Table of Contents

Class VideoCLIP<T>

Namespace
AiDotNet.Video.Understanding
Assembly
AiDotNet.dll

VideoCLIP model for video-text understanding and retrieval.

public class VideoCLIP<T> : NeuralNetworkBase<T>, INeuralNetworkModel<T>, INeuralNetwork<T>, IFullModel<T, Tensor<T>, Tensor<T>>, IModel<Tensor<T>, Tensor<T>, ModelMetadata<T>>, IModelSerializer, ICheckpointableModel, IParameterizable<T, Tensor<T>, Tensor<T>>, IFeatureAware, IFeatureImportance<T>, ICloneable<IFullModel<T, Tensor<T>, Tensor<T>>>, IGradientComputable<T, Tensor<T>, Tensor<T>>, IJitCompilable<T>, IInterpretableModel<T>, IInputGradientComputable<T>, IDisposable

Type Parameters

T

The numeric type used for calculations (e.g., float, double).

Inheritance
VideoCLIP<T>
Implements
IFullModel<T, Tensor<T>, Tensor<T>>
IModel<Tensor<T>, Tensor<T>, ModelMetadata<T>>
IParameterizable<T, Tensor<T>, Tensor<T>>
ICloneable<IFullModel<T, Tensor<T>, Tensor<T>>>
IGradientComputable<T, Tensor<T>, Tensor<T>>
Inherited Members
Extension Methods

Remarks

For Beginners: VideoCLIP learns to understand both videos and text descriptions in a shared "embedding space" where similar concepts are close together.

Key capabilities:

  • Video-to-Text Search: Find text descriptions that match a video
  • Text-to-Video Search: Find videos that match a text query
  • Zero-Shot Classification: Classify videos into categories without training
  • Video Captioning: Generate descriptions for videos
  • Video Question Answering: Answer questions about video content

The model creates embeddings (numerical representations) for both videos and text that can be compared using similarity measures. Videos and their corresponding descriptions will have similar embeddings.
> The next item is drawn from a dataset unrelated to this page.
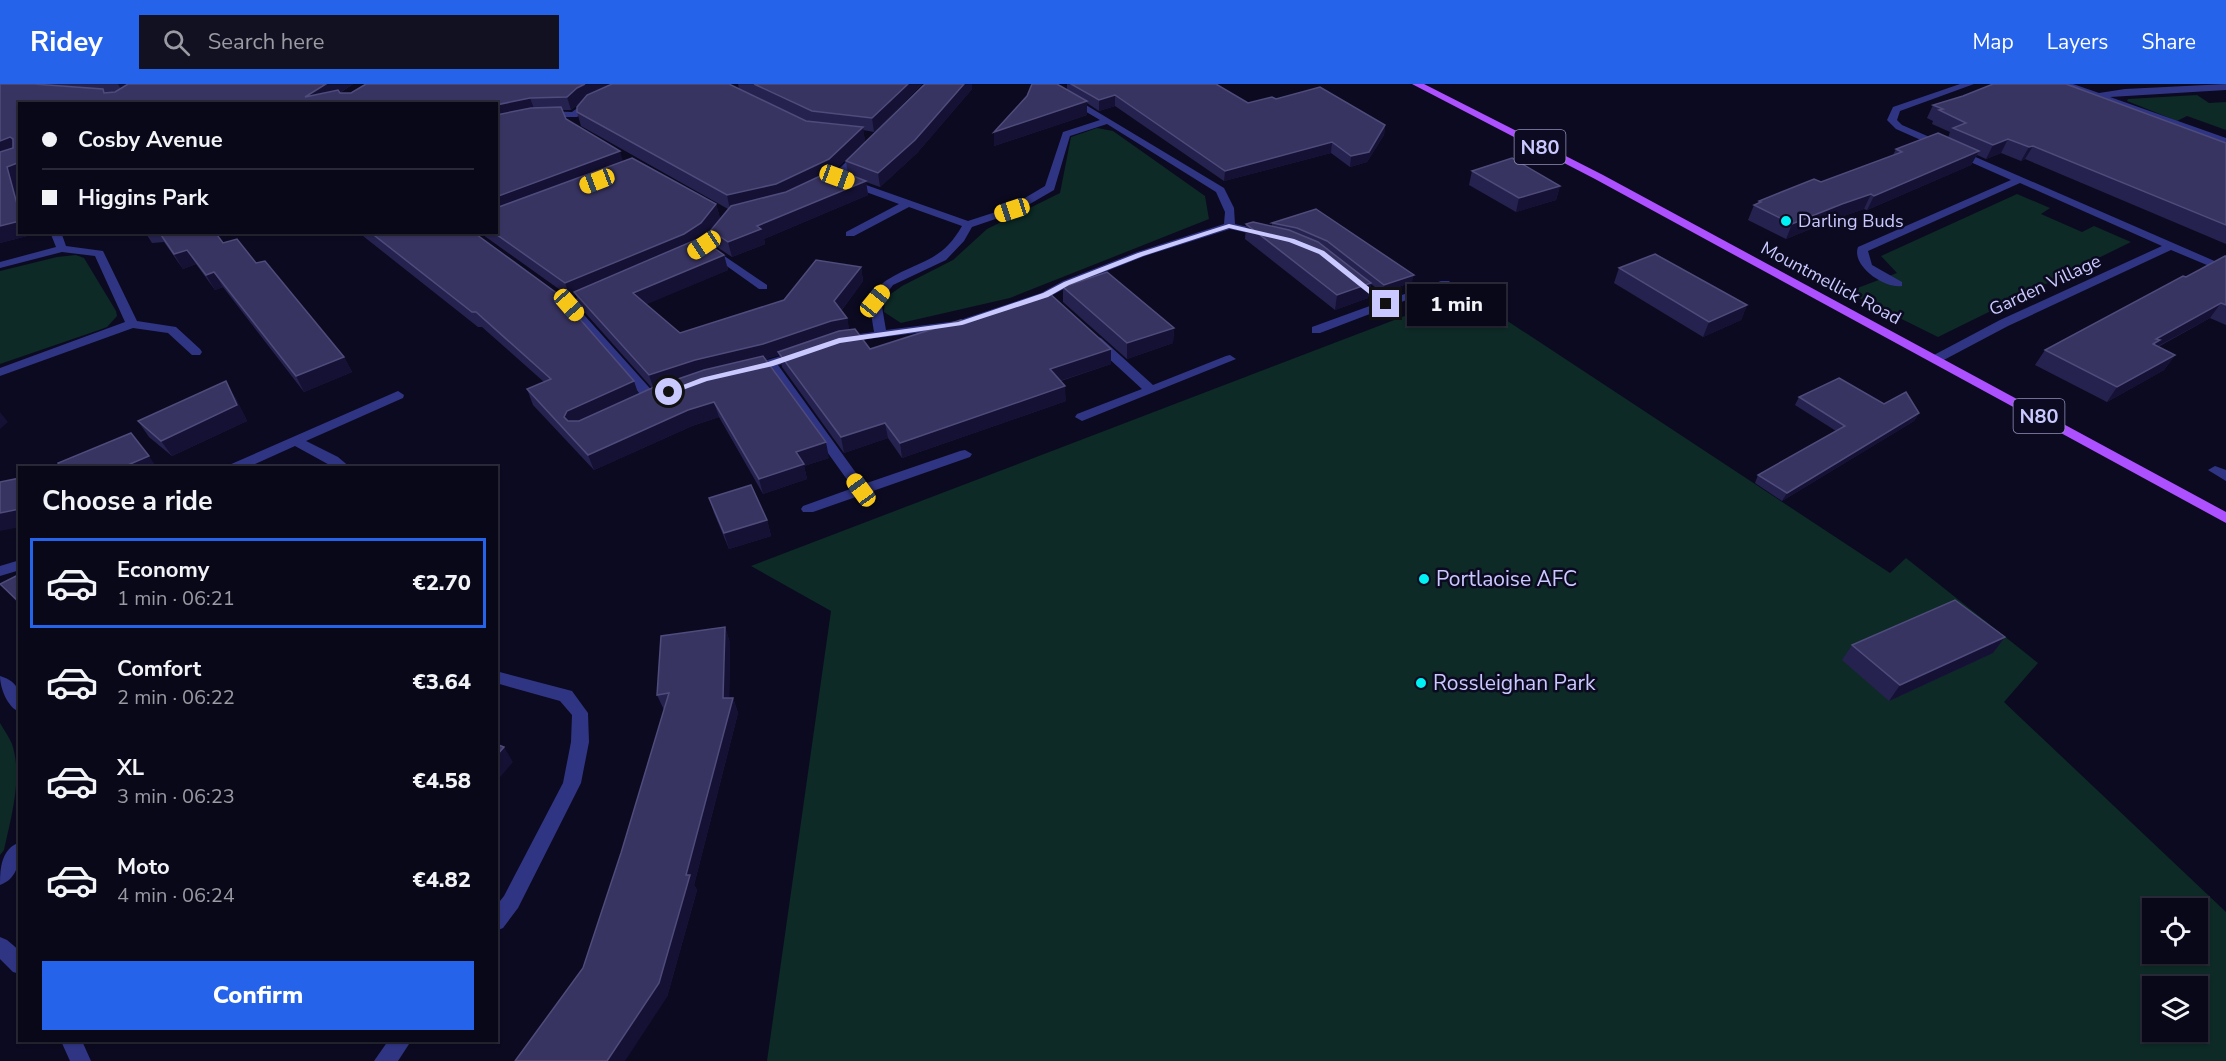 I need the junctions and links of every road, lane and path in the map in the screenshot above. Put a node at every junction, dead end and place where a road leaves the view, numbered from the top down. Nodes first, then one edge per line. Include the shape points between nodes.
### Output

Technical Details: - Contrastive learning on video-text pairs - Temporal transformer for video understanding - Text transformer for language understanding - Joint embedding space with cosine similarity - Pre-trained on large-scale video-text datasets

Reference: Xu et al., "VideoCLIP: Contrastive Pre-training for Zero-shot Video-Text Understanding" EMNLP 2021.

Constructors

VideoCLIP(NeuralNetworkArchitecture<T>, int, int, int, int, double, string?, string?)

Initializes a new instance of the VideoCLIP class.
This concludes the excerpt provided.